▶ _Aim of the task_
The required output is a single number: how many lines of the material contain the string "Camelle".

※ ※ ※

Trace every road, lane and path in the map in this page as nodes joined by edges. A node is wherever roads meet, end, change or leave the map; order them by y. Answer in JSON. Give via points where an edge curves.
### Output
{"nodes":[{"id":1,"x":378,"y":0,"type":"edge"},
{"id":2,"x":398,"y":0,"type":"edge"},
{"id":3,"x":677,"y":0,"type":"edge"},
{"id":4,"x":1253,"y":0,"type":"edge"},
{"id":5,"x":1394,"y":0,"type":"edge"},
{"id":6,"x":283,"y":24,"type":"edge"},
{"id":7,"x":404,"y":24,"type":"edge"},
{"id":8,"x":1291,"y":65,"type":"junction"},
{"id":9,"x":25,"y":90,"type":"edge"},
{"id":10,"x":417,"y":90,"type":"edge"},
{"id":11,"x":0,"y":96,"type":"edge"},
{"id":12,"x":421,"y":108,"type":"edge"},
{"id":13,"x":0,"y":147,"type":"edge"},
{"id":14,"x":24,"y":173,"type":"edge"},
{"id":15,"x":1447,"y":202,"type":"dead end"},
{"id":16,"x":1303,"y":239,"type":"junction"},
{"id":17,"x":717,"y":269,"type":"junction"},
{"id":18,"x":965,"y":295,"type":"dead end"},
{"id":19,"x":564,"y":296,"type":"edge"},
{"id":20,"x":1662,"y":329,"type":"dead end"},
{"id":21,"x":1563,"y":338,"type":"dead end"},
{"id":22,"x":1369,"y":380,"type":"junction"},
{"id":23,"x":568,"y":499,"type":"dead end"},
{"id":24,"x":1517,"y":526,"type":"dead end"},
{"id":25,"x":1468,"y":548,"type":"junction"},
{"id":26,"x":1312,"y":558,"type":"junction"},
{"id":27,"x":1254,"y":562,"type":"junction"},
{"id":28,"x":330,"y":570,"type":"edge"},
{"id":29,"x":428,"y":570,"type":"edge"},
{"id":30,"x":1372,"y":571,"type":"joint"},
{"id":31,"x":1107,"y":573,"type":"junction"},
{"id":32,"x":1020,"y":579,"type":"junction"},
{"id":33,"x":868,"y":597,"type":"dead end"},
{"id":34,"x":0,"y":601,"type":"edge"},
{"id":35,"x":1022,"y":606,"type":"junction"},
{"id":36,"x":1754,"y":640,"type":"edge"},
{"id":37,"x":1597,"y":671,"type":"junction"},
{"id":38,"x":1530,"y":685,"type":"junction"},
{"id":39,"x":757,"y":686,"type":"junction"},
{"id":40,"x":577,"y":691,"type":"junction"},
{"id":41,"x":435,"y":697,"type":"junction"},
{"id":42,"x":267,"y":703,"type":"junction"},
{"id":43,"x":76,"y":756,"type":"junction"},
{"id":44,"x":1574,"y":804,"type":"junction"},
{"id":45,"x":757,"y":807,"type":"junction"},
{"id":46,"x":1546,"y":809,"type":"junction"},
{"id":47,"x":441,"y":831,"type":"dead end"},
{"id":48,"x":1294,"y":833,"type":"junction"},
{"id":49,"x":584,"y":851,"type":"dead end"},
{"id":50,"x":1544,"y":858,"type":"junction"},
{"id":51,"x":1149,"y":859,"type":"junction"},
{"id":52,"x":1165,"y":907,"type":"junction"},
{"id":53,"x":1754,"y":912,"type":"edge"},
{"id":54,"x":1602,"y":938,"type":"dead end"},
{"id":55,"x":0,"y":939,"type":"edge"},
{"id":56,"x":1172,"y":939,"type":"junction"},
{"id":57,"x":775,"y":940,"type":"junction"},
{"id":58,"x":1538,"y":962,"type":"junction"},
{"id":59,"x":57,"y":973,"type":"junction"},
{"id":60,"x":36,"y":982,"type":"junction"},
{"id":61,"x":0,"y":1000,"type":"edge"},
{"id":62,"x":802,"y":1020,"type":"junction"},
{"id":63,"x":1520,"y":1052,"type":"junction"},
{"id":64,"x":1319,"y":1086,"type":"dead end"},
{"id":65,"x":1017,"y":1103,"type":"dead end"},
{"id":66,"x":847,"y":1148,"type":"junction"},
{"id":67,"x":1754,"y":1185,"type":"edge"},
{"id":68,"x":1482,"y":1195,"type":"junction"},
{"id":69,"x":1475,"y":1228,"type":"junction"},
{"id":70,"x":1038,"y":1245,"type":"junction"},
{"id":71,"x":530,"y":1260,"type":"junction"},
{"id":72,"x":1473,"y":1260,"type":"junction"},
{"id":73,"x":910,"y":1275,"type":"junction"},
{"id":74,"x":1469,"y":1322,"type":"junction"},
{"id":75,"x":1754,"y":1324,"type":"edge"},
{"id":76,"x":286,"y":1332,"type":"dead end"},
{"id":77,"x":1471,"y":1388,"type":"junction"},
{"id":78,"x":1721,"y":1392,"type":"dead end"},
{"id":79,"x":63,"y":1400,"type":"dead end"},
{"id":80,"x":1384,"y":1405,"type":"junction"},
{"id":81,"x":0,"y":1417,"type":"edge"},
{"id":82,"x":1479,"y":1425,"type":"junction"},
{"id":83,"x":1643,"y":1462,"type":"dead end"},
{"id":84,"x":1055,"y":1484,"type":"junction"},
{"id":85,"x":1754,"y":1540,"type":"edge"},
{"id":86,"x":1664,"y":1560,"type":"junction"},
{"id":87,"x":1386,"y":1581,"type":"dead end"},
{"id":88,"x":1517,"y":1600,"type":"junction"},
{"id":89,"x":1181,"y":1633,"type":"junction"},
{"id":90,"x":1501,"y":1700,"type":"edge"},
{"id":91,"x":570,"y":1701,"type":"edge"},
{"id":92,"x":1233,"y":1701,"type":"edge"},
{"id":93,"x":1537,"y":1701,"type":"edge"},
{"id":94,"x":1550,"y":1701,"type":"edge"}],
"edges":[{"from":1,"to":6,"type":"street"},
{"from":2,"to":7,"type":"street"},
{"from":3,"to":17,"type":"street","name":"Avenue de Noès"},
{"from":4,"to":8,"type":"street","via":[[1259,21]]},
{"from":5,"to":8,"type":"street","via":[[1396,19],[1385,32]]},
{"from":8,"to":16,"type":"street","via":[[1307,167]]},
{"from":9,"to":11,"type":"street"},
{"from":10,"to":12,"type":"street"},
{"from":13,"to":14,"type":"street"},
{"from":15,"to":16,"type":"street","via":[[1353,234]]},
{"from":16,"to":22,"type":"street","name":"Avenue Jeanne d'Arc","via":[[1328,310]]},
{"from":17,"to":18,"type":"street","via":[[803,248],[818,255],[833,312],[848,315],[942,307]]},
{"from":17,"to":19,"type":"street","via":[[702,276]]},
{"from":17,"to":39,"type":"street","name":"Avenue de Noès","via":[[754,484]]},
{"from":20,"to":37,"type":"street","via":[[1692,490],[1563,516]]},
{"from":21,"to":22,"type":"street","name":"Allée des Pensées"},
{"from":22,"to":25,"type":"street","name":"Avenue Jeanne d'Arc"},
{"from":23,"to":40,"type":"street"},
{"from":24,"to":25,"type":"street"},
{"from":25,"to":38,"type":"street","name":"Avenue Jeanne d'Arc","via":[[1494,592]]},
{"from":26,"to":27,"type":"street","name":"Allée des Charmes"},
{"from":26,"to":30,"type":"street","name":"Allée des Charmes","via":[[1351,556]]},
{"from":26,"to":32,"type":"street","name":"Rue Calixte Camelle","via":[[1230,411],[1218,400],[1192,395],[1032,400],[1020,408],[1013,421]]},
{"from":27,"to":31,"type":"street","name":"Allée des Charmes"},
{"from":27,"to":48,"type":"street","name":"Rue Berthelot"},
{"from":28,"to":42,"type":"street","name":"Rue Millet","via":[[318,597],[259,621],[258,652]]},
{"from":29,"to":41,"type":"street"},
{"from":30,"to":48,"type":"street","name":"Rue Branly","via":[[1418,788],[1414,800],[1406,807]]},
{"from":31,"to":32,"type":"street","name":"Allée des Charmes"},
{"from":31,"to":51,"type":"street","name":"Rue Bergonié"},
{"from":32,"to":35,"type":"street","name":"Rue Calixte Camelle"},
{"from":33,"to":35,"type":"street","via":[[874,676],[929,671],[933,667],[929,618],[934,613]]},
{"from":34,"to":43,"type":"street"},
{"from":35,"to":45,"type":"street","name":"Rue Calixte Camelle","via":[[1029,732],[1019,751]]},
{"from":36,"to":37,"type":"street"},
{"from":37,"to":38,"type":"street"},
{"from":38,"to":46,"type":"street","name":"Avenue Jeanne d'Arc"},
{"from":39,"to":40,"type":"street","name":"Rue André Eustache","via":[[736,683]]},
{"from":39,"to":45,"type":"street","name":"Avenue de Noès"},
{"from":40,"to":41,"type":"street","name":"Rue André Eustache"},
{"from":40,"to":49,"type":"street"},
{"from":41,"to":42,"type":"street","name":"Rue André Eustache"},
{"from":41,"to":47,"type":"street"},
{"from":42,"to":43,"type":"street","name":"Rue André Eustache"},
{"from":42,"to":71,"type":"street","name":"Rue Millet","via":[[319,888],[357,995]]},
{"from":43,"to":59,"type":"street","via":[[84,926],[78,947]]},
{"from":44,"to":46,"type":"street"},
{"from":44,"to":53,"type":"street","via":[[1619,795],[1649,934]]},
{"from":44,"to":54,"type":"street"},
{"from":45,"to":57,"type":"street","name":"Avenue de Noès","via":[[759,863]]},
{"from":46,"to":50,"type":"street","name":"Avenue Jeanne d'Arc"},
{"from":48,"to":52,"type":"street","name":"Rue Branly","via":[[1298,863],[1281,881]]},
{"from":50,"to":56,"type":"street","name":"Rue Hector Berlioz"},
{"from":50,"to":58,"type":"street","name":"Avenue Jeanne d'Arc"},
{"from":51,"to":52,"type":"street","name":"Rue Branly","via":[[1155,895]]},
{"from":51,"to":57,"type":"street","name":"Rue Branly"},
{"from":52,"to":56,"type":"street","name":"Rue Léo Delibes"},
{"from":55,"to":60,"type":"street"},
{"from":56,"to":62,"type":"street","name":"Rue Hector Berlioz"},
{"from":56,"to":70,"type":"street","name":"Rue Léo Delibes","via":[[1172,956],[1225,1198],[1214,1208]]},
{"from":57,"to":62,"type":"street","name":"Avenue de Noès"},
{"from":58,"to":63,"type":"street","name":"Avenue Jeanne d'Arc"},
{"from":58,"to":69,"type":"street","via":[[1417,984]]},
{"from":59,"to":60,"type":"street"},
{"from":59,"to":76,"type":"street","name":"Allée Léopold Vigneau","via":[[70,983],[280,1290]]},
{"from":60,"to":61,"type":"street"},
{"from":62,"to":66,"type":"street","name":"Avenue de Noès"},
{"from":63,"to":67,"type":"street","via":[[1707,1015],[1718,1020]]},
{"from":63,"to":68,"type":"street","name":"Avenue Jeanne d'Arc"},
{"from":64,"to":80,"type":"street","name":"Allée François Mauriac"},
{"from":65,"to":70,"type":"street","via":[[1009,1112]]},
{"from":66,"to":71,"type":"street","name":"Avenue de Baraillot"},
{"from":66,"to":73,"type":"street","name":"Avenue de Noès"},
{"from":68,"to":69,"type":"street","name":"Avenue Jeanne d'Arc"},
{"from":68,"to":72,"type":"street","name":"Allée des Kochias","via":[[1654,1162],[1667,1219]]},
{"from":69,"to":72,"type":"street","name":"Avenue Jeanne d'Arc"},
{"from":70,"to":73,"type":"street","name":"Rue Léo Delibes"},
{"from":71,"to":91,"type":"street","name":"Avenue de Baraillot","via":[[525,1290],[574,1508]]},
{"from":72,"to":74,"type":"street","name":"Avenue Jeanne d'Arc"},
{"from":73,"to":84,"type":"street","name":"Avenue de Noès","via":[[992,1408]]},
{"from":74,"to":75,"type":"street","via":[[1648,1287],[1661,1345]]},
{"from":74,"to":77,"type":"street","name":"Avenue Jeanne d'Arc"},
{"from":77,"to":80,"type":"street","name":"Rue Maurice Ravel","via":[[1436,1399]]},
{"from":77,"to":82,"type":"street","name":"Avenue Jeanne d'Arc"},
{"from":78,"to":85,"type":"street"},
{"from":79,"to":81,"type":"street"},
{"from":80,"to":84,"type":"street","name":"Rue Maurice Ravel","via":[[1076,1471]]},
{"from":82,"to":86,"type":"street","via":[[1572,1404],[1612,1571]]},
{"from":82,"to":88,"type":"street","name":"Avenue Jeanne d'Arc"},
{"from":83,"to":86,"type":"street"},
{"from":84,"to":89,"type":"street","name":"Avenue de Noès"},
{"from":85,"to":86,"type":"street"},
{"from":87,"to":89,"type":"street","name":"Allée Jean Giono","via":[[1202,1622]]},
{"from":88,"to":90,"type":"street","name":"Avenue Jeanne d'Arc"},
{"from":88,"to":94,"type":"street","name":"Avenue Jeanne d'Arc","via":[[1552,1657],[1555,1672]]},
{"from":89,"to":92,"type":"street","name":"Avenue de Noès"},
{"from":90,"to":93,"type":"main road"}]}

※ ※ ※

▶ _Response to the task_
3